清脆的
基因组编辑
Cas9
生物
计算生物学
同源定向修复
引导RNA
基因组
基因组工程
转录激活物样效应核酸酶
基因
功能基因组学
基因组学
锌指核酸酶
DNA测序
亚基因组mRNA
遗传学
DNA修复
DNA错配修复
作者
Christopher H. Hulton,Emily A. Costa,Nisargbhai S. Shah,Álvaro Quintanal-Villalonga,Glenn Heller,Elisa de Stanchina,Charles M. Rudin,John T. Poirier
摘要
Patient-derived xenografts (PDXs) constitute a powerful set of preclinical models for in vivo cancer research, reflecting the spectrum of genomic alterations and therapeutic liabilities of human cancers 1-4 . In contrast to either cancer cell lines or genetically engineered mouse models, the utility of PDXs has been limited by the inability to perform targeted genome editing of these tumors.
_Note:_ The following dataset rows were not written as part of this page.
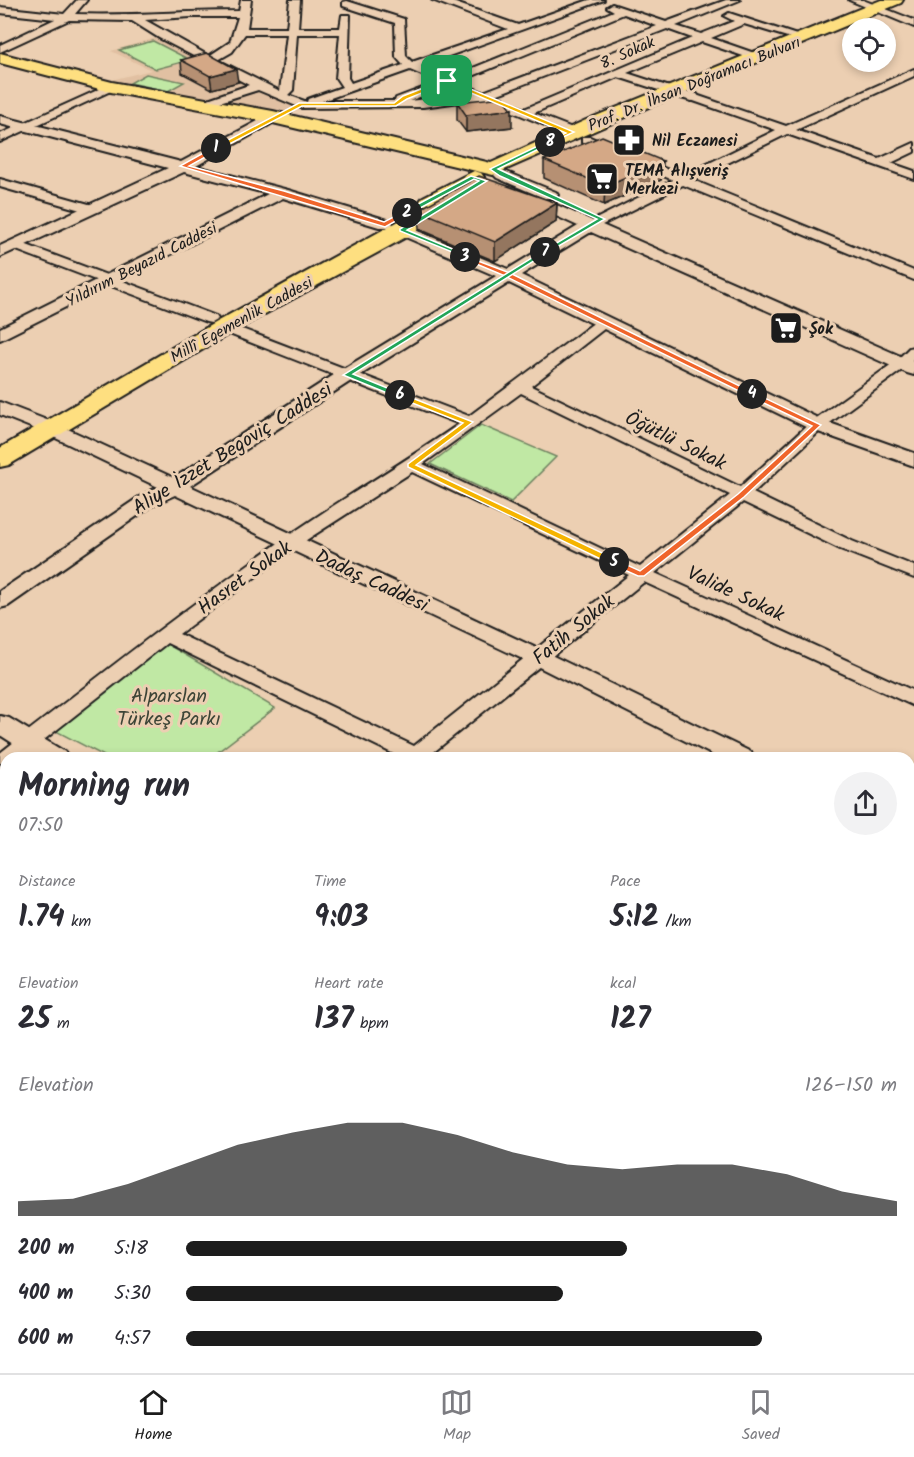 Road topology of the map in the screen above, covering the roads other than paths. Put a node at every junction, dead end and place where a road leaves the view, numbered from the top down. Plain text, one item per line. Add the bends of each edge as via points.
1 (82, 0) edge
2 (181, 0) edge
3 (246, 0) edge
4 (295, 0) edge
5 (437, 0) edge
6 (735, 0) edge
7 (854, 0) edge
8 (591, 1) edge
9 (347, 2) edge
10 (914, 2) edge
11 (886, 8) edge
12 (712, 9) junction
13 (0, 10) edge
14 (623, 11) junction
15 (244, 14) junction
16 (173, 16) junction
17 (67, 17) junction
18 (870, 18) edge
19 (136, 19) junction
20 (742, 21) junction
21 (914, 24) edge
22 (669, 26) junction
23 (516, 28) junction
24 (242, 31) junction
25 (292, 31) junction
26 (345, 31) junction
27 (503, 33) junction
28 (842, 33) edge
29 (700, 38) junction
30 (804, 39) junction
31 (541, 46) junction
32 (0, 49) edge
33 (756, 57) junction
34 (0, 58) edge
35 (209, 60) junction
36 (579, 60) junction
37 (410, 66) junction
38 (0, 67) edge
39 (914, 72) edge
40 (619, 74) junction
41 (447, 81) junction
42 (259, 87) junction
43 (348, 87) junction
44 (106, 89) junction
45 (683, 94) junction
46 (281, 96) junction
47 (482, 96) junction
48 (203, 104) junction
49 (301, 105) junction
50 (396, 105) junction
51 (524, 113) junction
52 (0, 120) edge
53 (266, 121) junction
54 (27, 126) junction
55 (784, 131) junction
56 (579, 136) junction
57 (0, 138) edge
58 (914, 147) edge
59 (880, 163) junction
60 (183, 166) junction
61 (488, 175) junction
62 (914, 175) edge
63 (682, 179) junction
64 (0, 183) edge
65 (282, 193) junction
66 (91, 209) junction
67 (596, 222) junction
68 (393, 227) junction
69 (16, 245) junction
70 (0, 252) edge
71 (507, 275) junction
72 (914, 276) edge
73 (110, 279) junction
74 (604, 322) junction
75 (217, 323) junction
76 (0, 334) edge
77 (910, 359) edge
78 (347, 375) junction
79 (520, 387) junction
80 (0, 408) edge
81 (469, 422) junction
82 (41, 424) junction
83 (817, 425) junction
84 (0, 439) edge
85 (0, 459) edge
86 (914, 460) edge
87 (411, 465) junction
88 (174, 487) junction
89 (741, 495) junction
90 (291, 542) junction
91 (914, 572) edge
92 (641, 574) junction
93 (0, 601) edge
94 (165, 635) junction
95 (539, 658) junction
96 (914, 699) edge
97 (0, 724) edge
98 (28, 742) junction
99 (15, 752) edge
100 (46, 752) edge
101 (407, 752) edge
102 (423, 752) edge
103 (725, 752) edge

1 - 17 street
2 - 16 street
3 - 15 street
4 - 25 street
5 - 23 street
6 - 12 street
7 - 11 street
8 - 14 street
8 - 23 street
9 - 26 street
9 - 37 street via 400,21 401,57
10 - 11 main road, Prof. Dr. İhsan Doğramacı Bulvarı
11 - 18 main road, Prof. Dr. İhsan Doğramacı Bulvarı
11 - 21 street
11 - 30 main road, Prof. Dr. İhsan Doğramacı Bulvarı
12 - 20 street
12 - 22 street
13 - 17 street
14 - 22 street
14 - 31 street
15 - 16 street
15 - 24 street
16 - 19 street
17 - 19 street
17 - 32 street
19 - 35 street
20 - 29 street, 8. Sokak
20 - 30 street
22 - 29 street
22 - 36 street
23 - 27 street
24 - 25 street
24 - 35 street via 235,46
25 - 26 street
25 - 46 street via 287,90
26 - 43 street via 342,78
27 - 31 street
27 - 37 street
28 - 45 main road, Prof. Dr. İhsan Doğramacı Bulvarı
29 - 33 street
29 - 40 street, 8. Sokak
30 - 33 main road, Prof. Dr. İhsan Doğramacı Bulvarı
31 - 36 street
31 - 41 street
33 - 45 main road, Prof. Dr. İhsan Doğramacı Bulvarı
34 - 44 main road
35 - 42 street
36 - 40 street
36 - 47 street
37 - 41 street
37 - 43 street
38 - 44 main road
39 - 55 street
40 - 45 street
40 - 51 street, 8. Sokak
41 - 47 street
41 - 50 street via 405,97
42 - 46 street
42 - 48 street
43 - 49 street
44 - 48 main road
44 - 53 main road
44 - 54 street
45 - 55 street
45 - 56 main road, Prof. Dr. İhsan Doğramacı Bulvarı
46 - 49 street
47 - 50 street
47 - 51 street
48 - 53 main road
49 - 50 street
49 - 53 street
51 - 56 street
52 - 54 street
53 - 60 street
53 - 61 main road
54 - 57 street
54 - 60 street
55 - 59 street
55 - 63 street
56 - 61 main road, Prof. Dr. İhsan Doğramacı Bulvarı
56 - 63 street
58 - 59 street
59 - 62 street
60 - 65 street
60 - 66 street
61 - 67 street
61 - 68 main road, Millî Egemenlik Caddesi
63 - 67 street
63 - 72 street
64 - 66 street
65 - 68 street
65 - 73 street, Yıldırım Beyazıd Caddesi
66 - 69 street
67 - 71 street, Aliye İzzet Begoviç Caddesi
67 - 77 street
68 - 71 street
68 - 75 main road, Millî Egemenlik Caddesi
69 - 70 street
69 - 73 street
71 - 74 street
71 - 78 street, Aliye İzzet Begoviç Caddesi
73 - 75 street
73 - 76 street, Yıldırım Beyazıd Caddesi
74 - 79 street, Hasret Sokak
74 - 83 street
75 - 78 street
75 - 82 main road, Millî Egemenlik Caddesi
77 - 83 street, Fatih Sokak
78 - 81 street
78 - 88 street, Aliye İzzet Begoviç Caddesi
79 - 81 street, Hasret Sokak
79 - 89 street, Öğütlü Sokak
80 - 82 street, Dadaş Caddesi
81 - 87 street, Hasret Sokak
82 - 84 main road, Millî Egemenlik Caddesi
82 - 85 main road, Millî Egemenlik Caddesi
82 - 88 street, Dadaş Caddesi
83 - 86 street
83 - 89 street, Fatih Sokak
87 - 90 street, Hasret Sokak
87 - 92 street, Valide Sokak
88 - 90 street, Dadaş Caddesi
88 - 93 street, Aliye İzzet Begoviç Caddesi via 146,501
89 - 91 street, Öğütlü Sokak
89 - 92 street, Fatih Sokak
90 - 94 street, Hasret Sokak
90 - 95 street, Dadaş Caddesi
92 - 95 street, Fatih Sokak
92 - 96 street, Valide Sokak
94 - 98 street, Hasret Sokak
94 - 101 street
95 - 102 street, Fatih Sokak
95 - 103 street, Dadaş Caddesi
97 - 98 street
98 - 99 street, Hasret Sokak
98 - 100 street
To address this limitation, we have generated a lentiviral platform for CRISPR-Cas9 editing of PDXs using a tightly regulated, inducible Cas9 vector that does not require in vitro culture for selection of transduced cells. We demonstrate the utility of this platform in PDXs (1) to analyze genetic dependencies by targeted gene disruption and (2) to analyze mechanisms of acquired drug resistance by site-specific gene editing using templated homology-directed repair. This flexible system has broad application to other explant models and substantially augments the utility of PDXs as genetically programmable models of human cancer.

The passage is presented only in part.